Task directions: Although pictures appear in the entries below, leave them out and print exactly the lines from the first line through the line containing "g.font = font".
(Beginning of Material supplied)
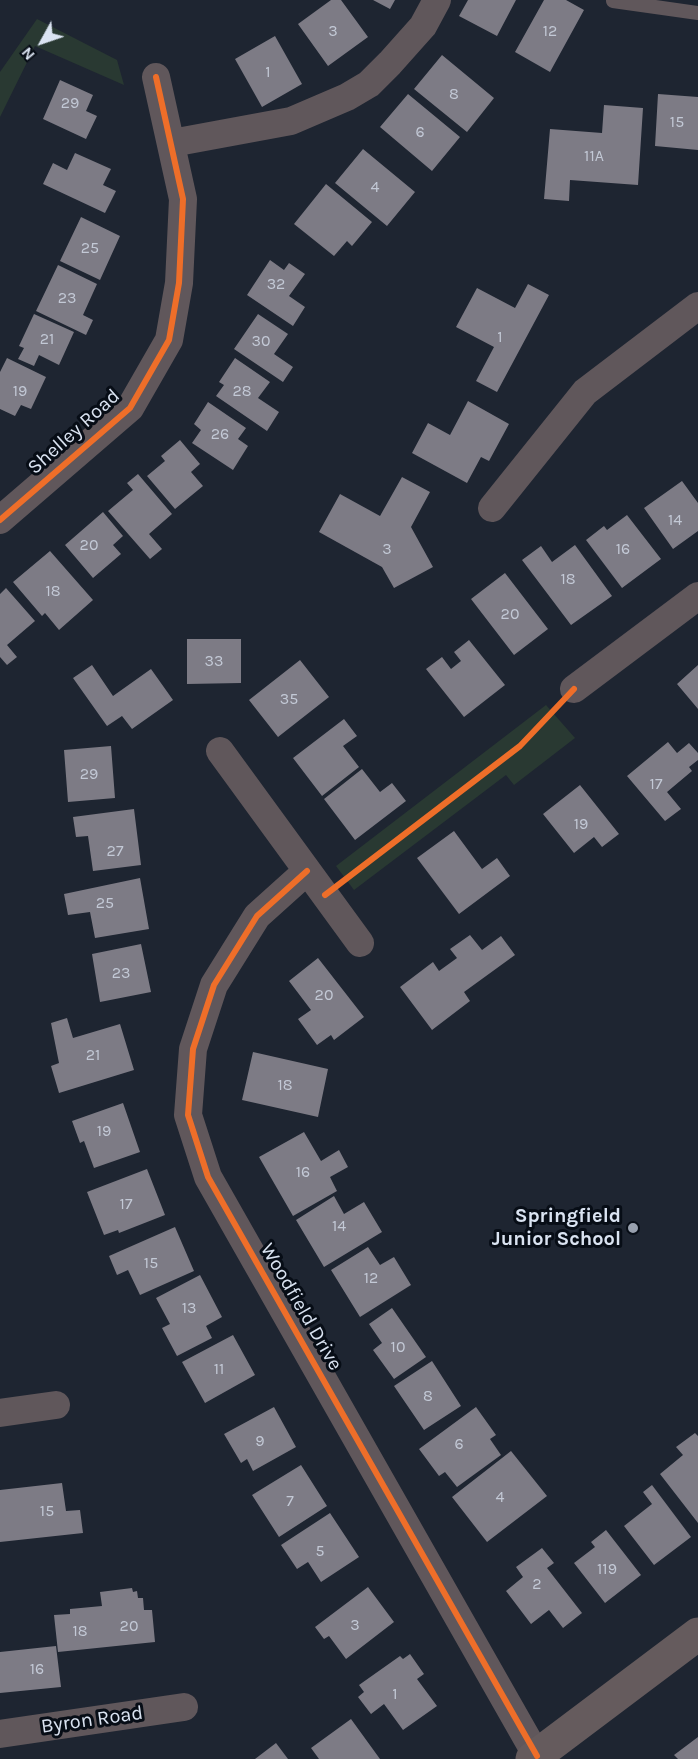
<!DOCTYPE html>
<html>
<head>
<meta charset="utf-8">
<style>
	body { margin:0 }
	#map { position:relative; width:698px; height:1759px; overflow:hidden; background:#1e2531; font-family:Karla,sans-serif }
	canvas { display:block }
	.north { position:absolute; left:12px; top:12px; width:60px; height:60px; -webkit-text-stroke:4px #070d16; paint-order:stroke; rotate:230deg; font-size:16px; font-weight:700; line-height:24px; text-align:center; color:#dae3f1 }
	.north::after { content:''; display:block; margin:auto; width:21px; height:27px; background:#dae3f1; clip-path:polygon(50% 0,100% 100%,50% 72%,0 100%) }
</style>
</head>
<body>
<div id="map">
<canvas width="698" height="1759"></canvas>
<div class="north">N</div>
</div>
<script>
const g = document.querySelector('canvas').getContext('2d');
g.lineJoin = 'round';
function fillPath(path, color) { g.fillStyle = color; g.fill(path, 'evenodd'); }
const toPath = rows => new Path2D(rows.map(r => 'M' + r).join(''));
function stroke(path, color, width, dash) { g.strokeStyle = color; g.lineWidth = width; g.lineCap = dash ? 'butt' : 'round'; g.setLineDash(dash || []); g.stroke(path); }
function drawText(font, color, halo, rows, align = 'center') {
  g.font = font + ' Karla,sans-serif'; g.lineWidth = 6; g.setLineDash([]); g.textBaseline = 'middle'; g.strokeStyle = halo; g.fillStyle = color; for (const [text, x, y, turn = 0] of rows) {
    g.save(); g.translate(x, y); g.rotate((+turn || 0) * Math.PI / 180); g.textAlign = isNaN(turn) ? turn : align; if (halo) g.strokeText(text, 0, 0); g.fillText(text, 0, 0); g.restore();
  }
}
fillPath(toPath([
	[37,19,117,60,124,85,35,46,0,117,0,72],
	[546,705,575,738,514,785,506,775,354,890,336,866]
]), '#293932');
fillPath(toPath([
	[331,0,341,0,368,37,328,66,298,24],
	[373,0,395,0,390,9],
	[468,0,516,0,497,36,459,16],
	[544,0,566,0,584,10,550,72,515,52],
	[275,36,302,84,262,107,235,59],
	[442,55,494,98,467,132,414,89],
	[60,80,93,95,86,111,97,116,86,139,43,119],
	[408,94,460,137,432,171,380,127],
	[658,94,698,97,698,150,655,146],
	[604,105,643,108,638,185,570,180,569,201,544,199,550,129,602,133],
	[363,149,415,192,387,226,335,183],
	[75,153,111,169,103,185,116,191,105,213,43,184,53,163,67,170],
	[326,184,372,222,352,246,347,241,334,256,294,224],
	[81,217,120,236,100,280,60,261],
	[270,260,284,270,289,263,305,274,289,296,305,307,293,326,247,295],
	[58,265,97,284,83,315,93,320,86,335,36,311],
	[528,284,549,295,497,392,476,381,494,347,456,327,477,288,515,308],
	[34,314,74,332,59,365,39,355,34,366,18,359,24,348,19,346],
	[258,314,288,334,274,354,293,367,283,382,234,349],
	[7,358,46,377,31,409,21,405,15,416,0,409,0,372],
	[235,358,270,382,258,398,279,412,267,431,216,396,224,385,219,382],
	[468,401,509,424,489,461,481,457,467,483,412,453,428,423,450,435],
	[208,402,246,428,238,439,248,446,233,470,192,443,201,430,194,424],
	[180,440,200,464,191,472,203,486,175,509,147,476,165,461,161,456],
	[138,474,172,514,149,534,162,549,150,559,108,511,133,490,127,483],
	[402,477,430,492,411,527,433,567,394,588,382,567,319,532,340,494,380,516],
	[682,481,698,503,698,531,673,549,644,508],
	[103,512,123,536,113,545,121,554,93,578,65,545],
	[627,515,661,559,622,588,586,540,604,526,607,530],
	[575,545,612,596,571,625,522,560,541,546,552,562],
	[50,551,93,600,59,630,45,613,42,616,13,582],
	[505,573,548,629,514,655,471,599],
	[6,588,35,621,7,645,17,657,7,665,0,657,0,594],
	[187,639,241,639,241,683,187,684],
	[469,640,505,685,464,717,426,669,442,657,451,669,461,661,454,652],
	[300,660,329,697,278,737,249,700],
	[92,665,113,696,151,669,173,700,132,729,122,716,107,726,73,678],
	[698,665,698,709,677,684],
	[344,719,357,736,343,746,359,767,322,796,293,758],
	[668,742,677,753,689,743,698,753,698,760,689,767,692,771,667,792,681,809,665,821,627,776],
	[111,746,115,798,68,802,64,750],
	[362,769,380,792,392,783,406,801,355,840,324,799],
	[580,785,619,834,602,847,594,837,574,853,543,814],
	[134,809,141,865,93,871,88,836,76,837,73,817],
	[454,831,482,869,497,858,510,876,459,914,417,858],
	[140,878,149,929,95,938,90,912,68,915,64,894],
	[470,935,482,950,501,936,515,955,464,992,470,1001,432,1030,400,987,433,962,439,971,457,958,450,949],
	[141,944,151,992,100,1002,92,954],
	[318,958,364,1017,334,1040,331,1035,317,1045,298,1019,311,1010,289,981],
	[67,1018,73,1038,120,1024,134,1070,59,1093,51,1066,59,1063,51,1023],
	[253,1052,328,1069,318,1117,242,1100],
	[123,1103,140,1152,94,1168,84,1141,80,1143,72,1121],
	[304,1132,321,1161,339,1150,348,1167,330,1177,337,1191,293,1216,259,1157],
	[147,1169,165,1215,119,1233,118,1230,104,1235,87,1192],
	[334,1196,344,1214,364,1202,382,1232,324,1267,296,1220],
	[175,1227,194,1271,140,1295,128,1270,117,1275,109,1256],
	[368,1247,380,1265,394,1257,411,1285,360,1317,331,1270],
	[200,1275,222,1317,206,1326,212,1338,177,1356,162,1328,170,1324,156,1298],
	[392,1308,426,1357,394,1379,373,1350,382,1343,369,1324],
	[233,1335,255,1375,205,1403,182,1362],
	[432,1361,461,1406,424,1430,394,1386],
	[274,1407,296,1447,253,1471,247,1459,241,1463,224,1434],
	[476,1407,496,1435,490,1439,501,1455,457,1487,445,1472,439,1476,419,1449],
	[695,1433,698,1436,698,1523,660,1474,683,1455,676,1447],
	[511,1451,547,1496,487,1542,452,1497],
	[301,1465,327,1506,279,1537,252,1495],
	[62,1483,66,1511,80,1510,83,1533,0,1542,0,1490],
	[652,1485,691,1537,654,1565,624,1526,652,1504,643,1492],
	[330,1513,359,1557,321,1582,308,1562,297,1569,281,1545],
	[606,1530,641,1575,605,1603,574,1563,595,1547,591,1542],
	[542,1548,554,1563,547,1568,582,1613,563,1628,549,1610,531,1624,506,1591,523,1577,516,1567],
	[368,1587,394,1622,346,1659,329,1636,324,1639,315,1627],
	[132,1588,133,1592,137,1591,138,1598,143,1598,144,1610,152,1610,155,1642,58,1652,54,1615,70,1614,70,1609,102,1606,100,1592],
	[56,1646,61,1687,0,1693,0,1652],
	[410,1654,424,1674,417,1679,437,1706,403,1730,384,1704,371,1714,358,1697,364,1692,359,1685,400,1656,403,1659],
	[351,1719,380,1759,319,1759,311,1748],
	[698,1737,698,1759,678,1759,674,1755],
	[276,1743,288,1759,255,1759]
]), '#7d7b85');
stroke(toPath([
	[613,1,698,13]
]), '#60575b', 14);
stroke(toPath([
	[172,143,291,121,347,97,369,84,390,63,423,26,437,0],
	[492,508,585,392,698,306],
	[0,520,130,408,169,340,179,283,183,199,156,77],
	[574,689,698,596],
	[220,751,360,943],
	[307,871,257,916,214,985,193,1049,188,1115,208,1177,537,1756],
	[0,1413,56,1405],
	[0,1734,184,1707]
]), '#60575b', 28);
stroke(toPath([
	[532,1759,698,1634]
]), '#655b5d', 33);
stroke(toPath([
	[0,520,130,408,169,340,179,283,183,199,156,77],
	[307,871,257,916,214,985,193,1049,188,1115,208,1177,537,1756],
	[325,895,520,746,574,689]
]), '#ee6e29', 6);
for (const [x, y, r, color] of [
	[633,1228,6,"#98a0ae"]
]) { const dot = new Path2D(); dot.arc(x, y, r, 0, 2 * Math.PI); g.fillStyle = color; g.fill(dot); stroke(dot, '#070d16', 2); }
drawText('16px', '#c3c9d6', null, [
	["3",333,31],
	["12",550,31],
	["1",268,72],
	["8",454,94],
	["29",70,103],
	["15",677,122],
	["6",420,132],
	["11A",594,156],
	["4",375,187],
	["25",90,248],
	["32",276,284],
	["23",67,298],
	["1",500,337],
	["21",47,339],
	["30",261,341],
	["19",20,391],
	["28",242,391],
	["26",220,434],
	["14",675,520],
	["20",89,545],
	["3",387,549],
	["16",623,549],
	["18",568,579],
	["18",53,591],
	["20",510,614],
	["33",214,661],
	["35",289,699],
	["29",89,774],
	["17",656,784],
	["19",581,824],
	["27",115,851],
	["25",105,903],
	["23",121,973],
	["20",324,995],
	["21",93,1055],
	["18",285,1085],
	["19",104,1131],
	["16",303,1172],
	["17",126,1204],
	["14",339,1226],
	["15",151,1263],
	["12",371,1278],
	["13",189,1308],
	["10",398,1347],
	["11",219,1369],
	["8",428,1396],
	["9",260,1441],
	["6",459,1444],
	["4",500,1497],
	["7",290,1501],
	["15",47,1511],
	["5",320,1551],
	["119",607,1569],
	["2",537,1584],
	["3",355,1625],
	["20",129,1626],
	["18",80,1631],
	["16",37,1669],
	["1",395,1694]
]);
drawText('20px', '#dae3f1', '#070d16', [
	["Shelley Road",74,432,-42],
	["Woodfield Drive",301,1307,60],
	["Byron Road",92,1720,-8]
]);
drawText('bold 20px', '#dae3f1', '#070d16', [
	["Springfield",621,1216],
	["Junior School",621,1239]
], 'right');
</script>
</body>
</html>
(End of Material supplied)
Exercise solution:
<!DOCTYPE html>
<html>
<head>
<meta charset="utf-8">
<style>
	body { margin:0 }
	#map { position:relative; width:698px; height:1759px; overflow:hidden; background:#1e2531; font-family:Karla,sans-serif }
	canvas { display:block }
	.north { position:absolute; left:12px; top:12px; width:60px; height:60px; -webkit-text-stroke:4px #070d16; paint-order:stroke; rotate:230deg; font-size:16px; font-weight:700; line-height:24px; text-align:center; color:#dae3f1 }
	.north::after { content:''; display:block; margin:auto; width:21px; height:27px; background:#dae3f1; clip-path:polygon(50% 0,100% 100%,50% 72%,0 100%) }
</style>
</head>
<body>
<div id="map">
<canvas width="698" height="1759"></canvas>
<div class="north">N</div>
</div>
<script>
const g = document.querySelector('canvas').getContext('2d');
g.lineJoin = 'round';
function fillPath(path, color) { g.fillStyle = color; g.fill(path, 'evenodd'); }
const toPath = rows => new Path2D(rows.map(r => 'M' + r).join(''));
function stroke(path, color, width, dash) { g.strokeStyle = color; g.lineWidth = width; g.lineCap = dash ? 'butt' : 'round'; g.setLineDash(dash || []); g.stroke(path); }
function drawText(font, color, halo, rows, align = 'center') {
  g.font = font + ' Karla,sans-serif'; g.lineWidth = 6; g.setLineDash([]); g.textBaseline = 'middle'; g.strokeStyle = halo; g.fillStyle = color; for (const [text, x, y, turn = 0] of rows) {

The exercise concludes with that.